- Task details
Write out the lines below exactly, beginning at the one with "I need the junctions" and stopping after the one with "Extract the road"; the pictures are not copied.

- Dataset content
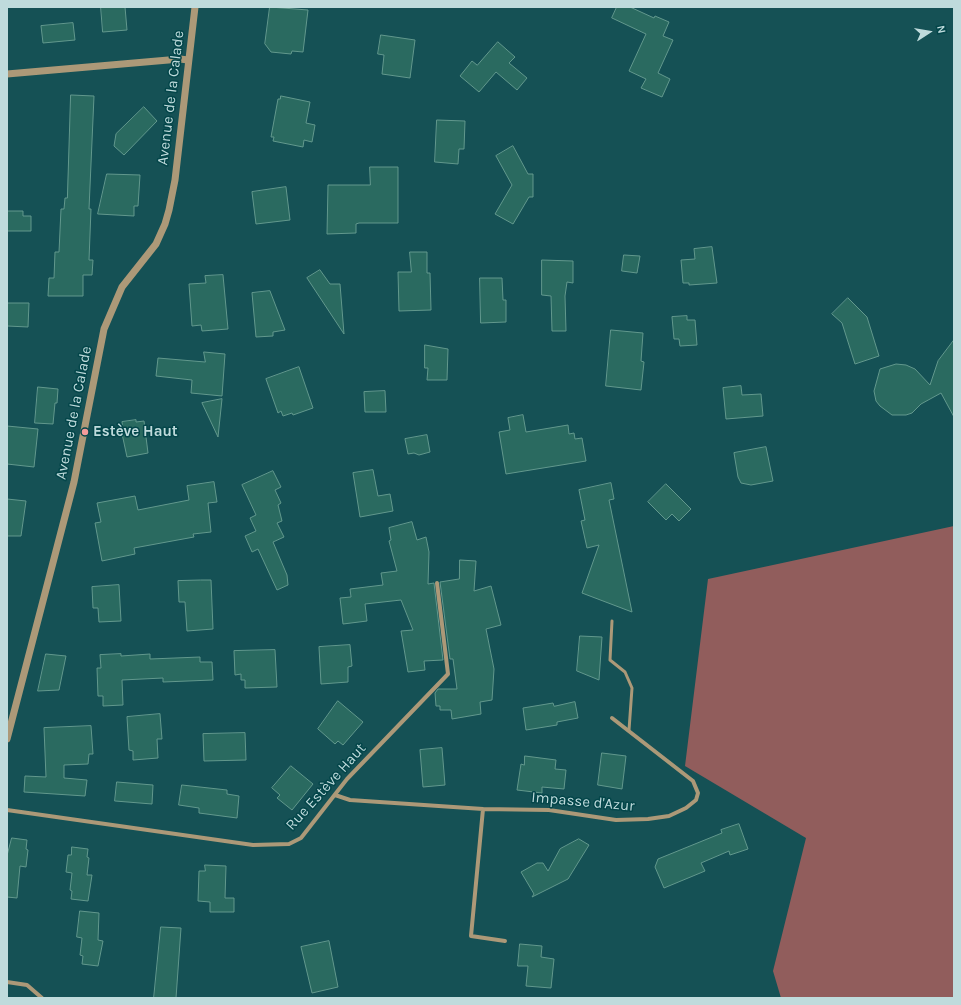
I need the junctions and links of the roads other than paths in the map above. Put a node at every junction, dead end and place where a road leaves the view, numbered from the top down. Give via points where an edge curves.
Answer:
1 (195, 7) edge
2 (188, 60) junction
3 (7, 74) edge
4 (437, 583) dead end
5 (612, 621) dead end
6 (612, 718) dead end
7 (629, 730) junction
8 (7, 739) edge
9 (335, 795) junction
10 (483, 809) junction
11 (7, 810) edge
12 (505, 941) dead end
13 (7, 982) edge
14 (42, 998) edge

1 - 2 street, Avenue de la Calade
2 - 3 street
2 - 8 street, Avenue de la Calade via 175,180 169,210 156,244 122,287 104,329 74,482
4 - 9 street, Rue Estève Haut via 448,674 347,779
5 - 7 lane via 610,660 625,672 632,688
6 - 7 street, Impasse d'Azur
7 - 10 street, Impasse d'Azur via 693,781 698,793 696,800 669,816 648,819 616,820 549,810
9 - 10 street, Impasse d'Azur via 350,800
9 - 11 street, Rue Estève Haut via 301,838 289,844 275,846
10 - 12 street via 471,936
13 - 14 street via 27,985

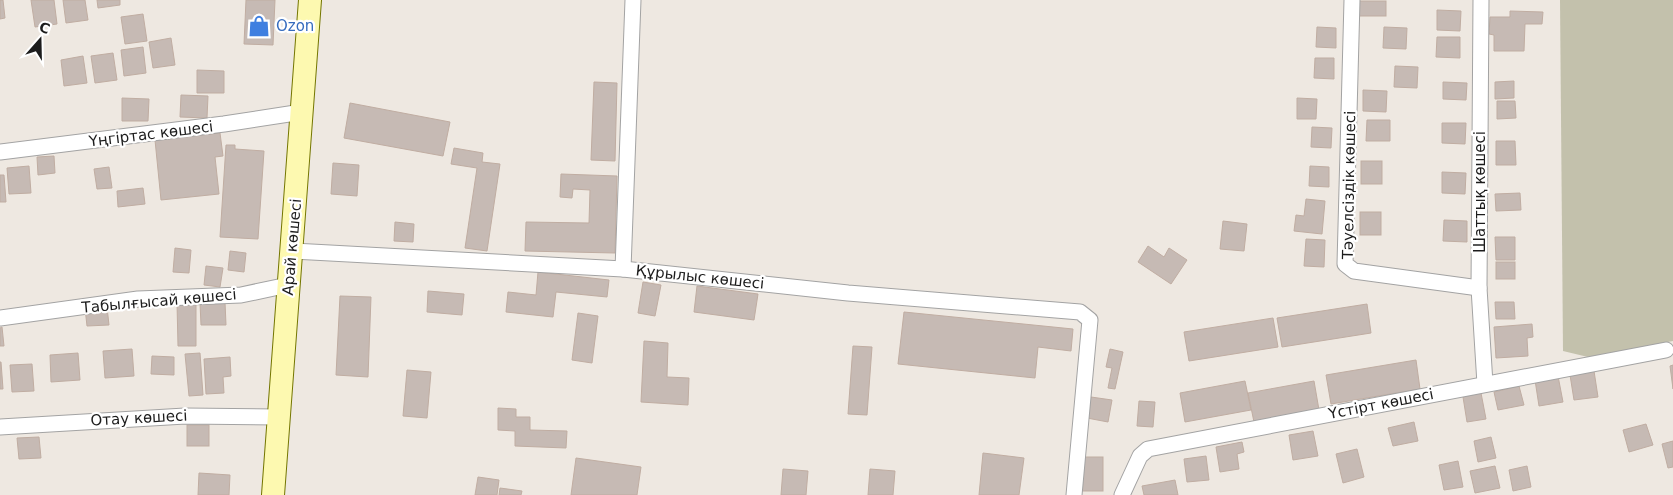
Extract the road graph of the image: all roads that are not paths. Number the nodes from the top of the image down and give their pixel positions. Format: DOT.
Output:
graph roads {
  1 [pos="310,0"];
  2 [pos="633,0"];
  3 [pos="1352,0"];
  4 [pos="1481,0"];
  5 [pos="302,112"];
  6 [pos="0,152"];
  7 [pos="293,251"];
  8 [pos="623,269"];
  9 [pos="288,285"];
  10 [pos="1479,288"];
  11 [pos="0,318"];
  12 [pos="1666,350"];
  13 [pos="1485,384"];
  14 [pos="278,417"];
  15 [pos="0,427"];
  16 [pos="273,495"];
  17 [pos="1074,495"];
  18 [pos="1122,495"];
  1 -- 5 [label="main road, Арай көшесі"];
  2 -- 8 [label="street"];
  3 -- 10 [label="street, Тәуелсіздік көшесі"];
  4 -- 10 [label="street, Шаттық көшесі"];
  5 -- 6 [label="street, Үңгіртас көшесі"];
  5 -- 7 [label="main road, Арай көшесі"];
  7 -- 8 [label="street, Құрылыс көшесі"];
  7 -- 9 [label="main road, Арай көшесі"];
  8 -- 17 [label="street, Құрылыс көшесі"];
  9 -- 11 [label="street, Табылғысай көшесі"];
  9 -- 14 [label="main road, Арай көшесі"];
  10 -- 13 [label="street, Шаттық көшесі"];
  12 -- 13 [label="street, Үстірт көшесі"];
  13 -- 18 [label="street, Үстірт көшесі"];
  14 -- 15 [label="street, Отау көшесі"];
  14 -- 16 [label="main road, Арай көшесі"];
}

...

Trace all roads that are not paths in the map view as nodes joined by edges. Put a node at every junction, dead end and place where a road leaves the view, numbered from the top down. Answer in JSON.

- Task output
I need the junctions and links of the roads other than paths in the map above. Put a node at every junction, dead end and place where a road leaves the view, numbered from the top down. Give via points where an edge curves.
Answer:
1 (195, 7) edge
2 (188, 60) junction
3 (7, 74) edge
4 (437, 583) dead end
5 (612, 621) dead end
6 (612, 718) dead end
7 (629, 730) junction
8 (7, 739) edge
9 (335, 795) junction
10 (483, 809) junction
11 (7, 810) edge
12 (505, 941) dead end
13 (7, 982) edge
14 (42, 998) edge

1 - 2 street, Avenue de la Calade
2 - 3 street
2 - 8 street, Avenue de la Calade via 175,180 169,210 156,244 122,287 104,329 74,482
4 - 9 street, Rue Estève Haut via 448,674 347,779
5 - 7 lane via 610,660 625,672 632,688
6 - 7 street, Impasse d'Azur
7 - 10 street, Impasse d'Azur via 693,781 698,793 696,800 669,816 648,819 616,820 549,810
9 - 10 street, Impasse d'Azur via 350,800
9 - 11 street, Rue Estève Haut via 301,838 289,844 275,846
10 - 12 street via 471,936
13 - 14 street via 27,985

Extract the road graph of the image: all roads that are not paths. Number the nodes from the top of the image down and give their pixel positions. Format: DOT.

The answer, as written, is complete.